The comedy production "TERF" imagines the "Harry Potter" film actors staging an intervention with the British author about her view that biological sex is immutable.
"It is an intervention by Daniel Radcliffe, Emma Watson and Rupert Grint to Jo Rowling" to get her to change her position on the trans debate, Trelawny Kean, who plays the role of Emma Watson, told AFP.
Rowling's frequent posts on X on the subject have made her a hate figure among many transgender rights campaigners. They argue, for example, that she has repeatedly misgendered a British trans broadcaster.
That has led them to dismiss her as a terf, a term of abuse that unpacks as "trans-exclusionary radical feminist".
US writer and director Joshua Kaplan nevertheless argues that "TERF" is not a character assassination on Rowling, but about both trans rights and the loss of nuance on social media.
"It's about how social media has infected the way that we have conversations, the way that nuance has been lost in almost every conversation," he added.
- Backlash -
The production has already changed the play's title -- dropping one offensive word -- and the venue due to fears of a backlash.
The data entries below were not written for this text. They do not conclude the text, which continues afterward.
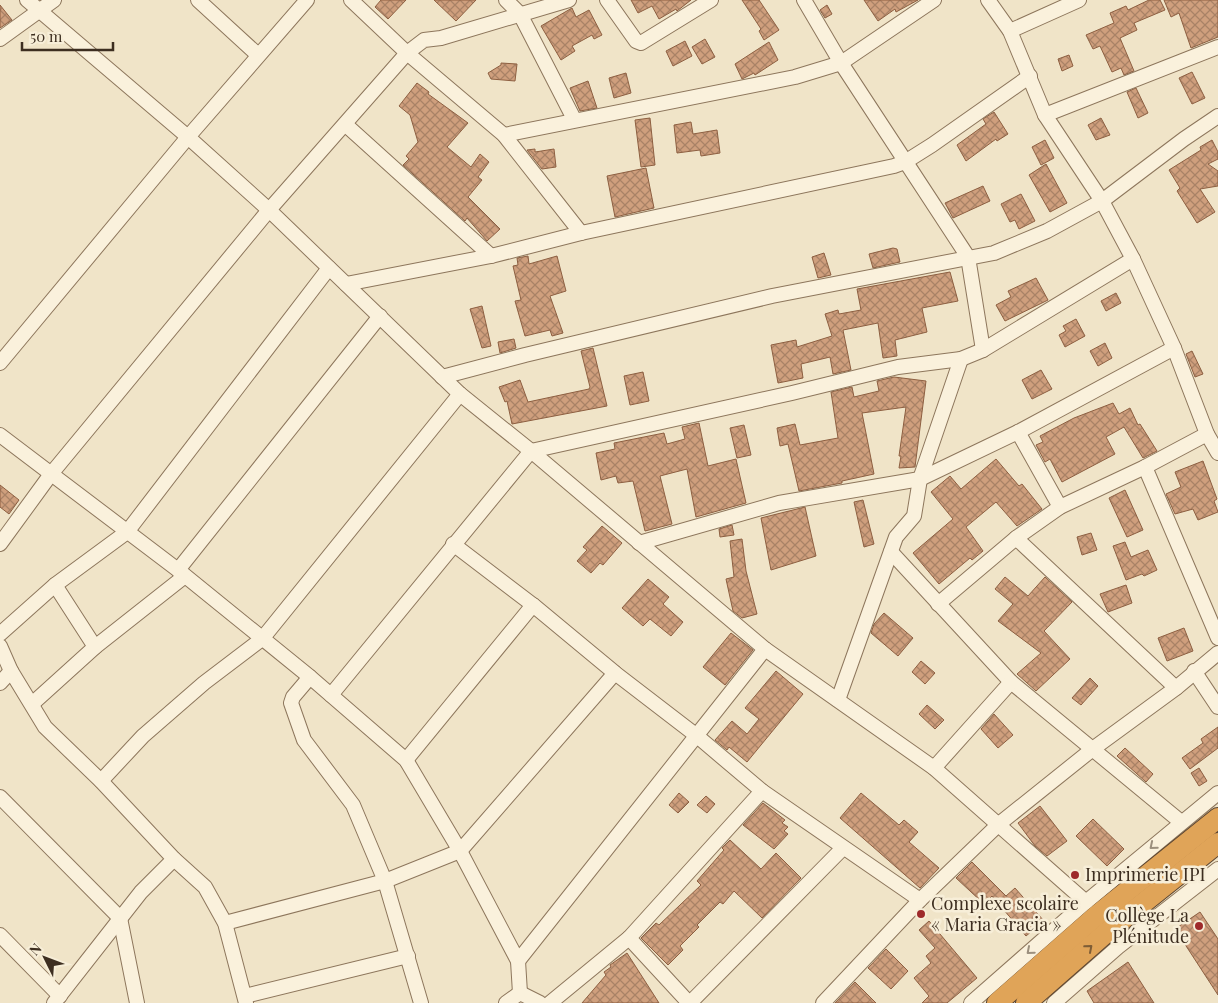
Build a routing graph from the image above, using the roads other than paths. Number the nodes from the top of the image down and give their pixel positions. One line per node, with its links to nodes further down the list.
1 (27, 0): 14 (street)
2 (54, 0): 14 (street)
3 (198, 0): 20 (street)
4 (307, 0): 20 (street)
5 (351, 0): 19 (street)
6 (506, 0): 15 (street)
7 (569, 0): 15 (street)
8 (607, 0): 9 (street)
9 (711, 0)
10 (804, 0): 21 (street)
11 (934, 0): 21 (street)
12 (988, 0): 16 (street)
13 (1079, 0): 16 (street)
14 (40, 12): 17 (street); 28 (street)
15 (520, 14): 19 (street); 25 (street)
16 (1010, 31): 22 (street)
17 (0, 39)
18 (1218, 47): 23 (street)
19 (407, 53): 26 (street); 27 (street)
20 (258, 55): 28 (street)
21 (841, 63): 25 (street); 29 (street)
22 (1030, 76): 23 (street); 29 (street)
23 (1045, 115): 30 (street)
24 (1218, 116): 30 (street)
25 (574, 119): 27 (street)
26 (346, 125): 31 (street); 33 (street)
27 (504, 135): 32 (street)
28 (188, 137): 31 (street); 42 (street)
29 (905, 162): 32 (street); 34 (street)
30 (1102, 201): 34 (street); 35 (street)
31 (269, 210): 36 (street); 51 (street)
32 (581, 233): 33 (street)
33 (491, 256): 37 (street)
34 (968, 257): 40 (street); 43 (street)
35 (1133, 259): 39 (street); 40 (street)
36 (329, 268): 37 (street); 54 (street)
37 (346, 284): 38 (street)
38 (380, 316): 43 (street); 60 (street)
39 (1174, 348): 45 (street); 46 (street)
40 (982, 350): 41 (street)
41 (961, 359): 48 (street); 52 (street)
42 (0, 363)
43 (442, 378): 44 (street)
44 (460, 394): 48 (street); 66 (street)
45 (1018, 432): 52 (street); 53 (street)
46 (1207, 434): 49 (street); 50 (street)
47 (0, 435): 51 (street)
48 (531, 451): 56 (street); 58 (street)
49 (1218, 453)
50 (1145, 467): 53 (street); 65 (street)
51 (51, 474): 54 (street); 57 (street)
52 (920, 479): 56 (street); 59 (street)
53 (1060, 507): 55 (street)
54 (127, 532): 60 (street); 61 (street)
55 (1016, 538): 62 (street); 77 (street)
56 (639, 543): 69 (street)
57 (0, 544)
58 (452, 544): 63 (street); 78 (street)
59 (891, 552): 62 (street); 79 (street)
60 (182, 573): 66 (street); 68 (street)
61 (55, 585): 64 (street); 68 (street)
62 (938, 604): 76 (street)
63 (533, 605): 73 (street); 84 (street)
64 (0, 634)
65 (1218, 638)
66 (262, 639): 74 (street); 86 (street)
67 (0, 646): 71 (street)
68 (95, 648): 80 (street)
69 (765, 648): 79 (street); 82 (street)
70 (1218, 653): 72 (street)
71 (12, 671): 75 (street); 80 (street)
72 (1194, 671): 77 (street); 81 (street)
73 (615, 673): 82 (street); 95 (street)
74 (310, 677): 78 (street); 98 (street)
75 (0, 682)
76 (1011, 682): 83 (street); 85 (street)
77 (1176, 688): 83 (street)
78 (331, 696): 84 (street)
79 (838, 700): 85 (street)
80 (32, 704): 86 (street)
81 (1218, 707)
82 (697, 736): 87 (street); 106 (street)
83 (1094, 748): 91 (street); 92 (street)
84 (406, 760): 95 (street)
85 (934, 768): 92 (street)
86 (101, 781): 96 (street)
87 (762, 791): 94 (street); 104 (street)
88 (1218, 793): 91 (street)
89 (0, 797): 101 (street)
90 (1218, 818): 118 (highway)
91 (1181, 822): 100 (street, one-way to 100)
92 (999, 824): 99 (street); 100 (street)
93 (1218, 842): 119 (highway, one-way to 93)
94 (843, 848): 99 (street); 115 (street)
95 (460, 851): 98 (street); 106 (street)
96 (174, 858): 101 (street); 102 (street)
97 (1218, 869): 120 (street)
98 (385, 881): 102 (street); 105 (street)
99 (920, 900): 116 (street)
100 (1086, 902): 117 (street, one-way to 117)
101 (120, 918): 108 (street); 110 (street)
102 (225, 923): 109 (street)
103 (0, 935): 108 (street)
104 (628, 938): 114 (street); 115 (street)
105 (408, 956): 109 (street); 111 (street)
106 (518, 961): 107 (street)
107 (520, 993): 112 (street); 113 (street)
108 (57, 999)
109 (246, 999)
110 (137, 1003)
111 (421, 1003)
112 (506, 1003)
113 (540, 1003)
114 (550, 1003)
115 (690, 1003)
116 (823, 1003)
117 (971, 1003)
118 (997, 1003)
119 (1026, 1003)
120 (1054, 1003)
The trans character in the play, "X", will also remain anonymous in the programmes.
"We hope that our company are hardy enough to be able to cope with the nonsense around this," said Barry Church-Woods, co-founder of Civil Disobedience, the production company behind it.
Church-Woods is "genuinely concerned" about the "more violent rhetoric that we have around these issues".
Rowling lives near Edinburgh, where she penned many of the "Harry Potter" books which have sold more than 600 million copies worldwide and seen a successful film franchise and other spin-offs.
The Scottish capital hosts the world's biggest arts festival every August, during which thousands of budding artists bring new plays to the city for the Fringe festival's unprecedented exposure.
Kaplan said the play was being staged in Edinburgh for the Fringe, not because of the author's links to the city.
Trans rights have become a political issue in Scotland, where the devolved government in 2022 passed a bill making it easier for people to officially change their gender.
But in a rare use of its veto powers against the Scottish administration, that bill was blocked by the UK government in London.
The Harry Potter stars who portrayed Harry, Hermione and Ron in eight films released over a decade have spoken about their "tricky" relationship with Rowling, as described by Rupert Grint.
Daniel Radcliffe, who played the titular boy wizard, has said he no longer has any contact with the author and is "really sad" about their falling-out.
- Family dynamic -
Rowling caused a furore in December 2019 when she voiced support for a researcher sacked for tweeting that transgender people cannot change their biological sex.
Radcliffe and Watson distanced themselves from the author, even after she provided context to her argument in a lengthy essay about her past as a survivor of sexual assault and domestic violence.
She and her supporters denies she is transphobic. They argue that this is about protecting women's sex-based rights.
"This is about the right of women and girls to assert their boundaries," Rowling wrote in a recent essay for The Times newspaper.
But while her views have earned her the support of many feminists, she has become a hate figure for trans activists and even received death threats.
The play itself is "very funny" with a "family dynamic" between the three actors and the author, Kean said.
"It's interspersed with scenes from Jo's past that give us an indication of perhaps why she has the opinions that she has today," he added.
Like the actors' mixed feelings about Rowling, many Harry Potter fans have also struggled to reconcile their love for Rowling's fictional world and the author's opinions.
Kaplan wanted to address the "art versus the artist debate" head on in the play.
He was "trying to work through my feelings of how you can love the art, disagree with the artist".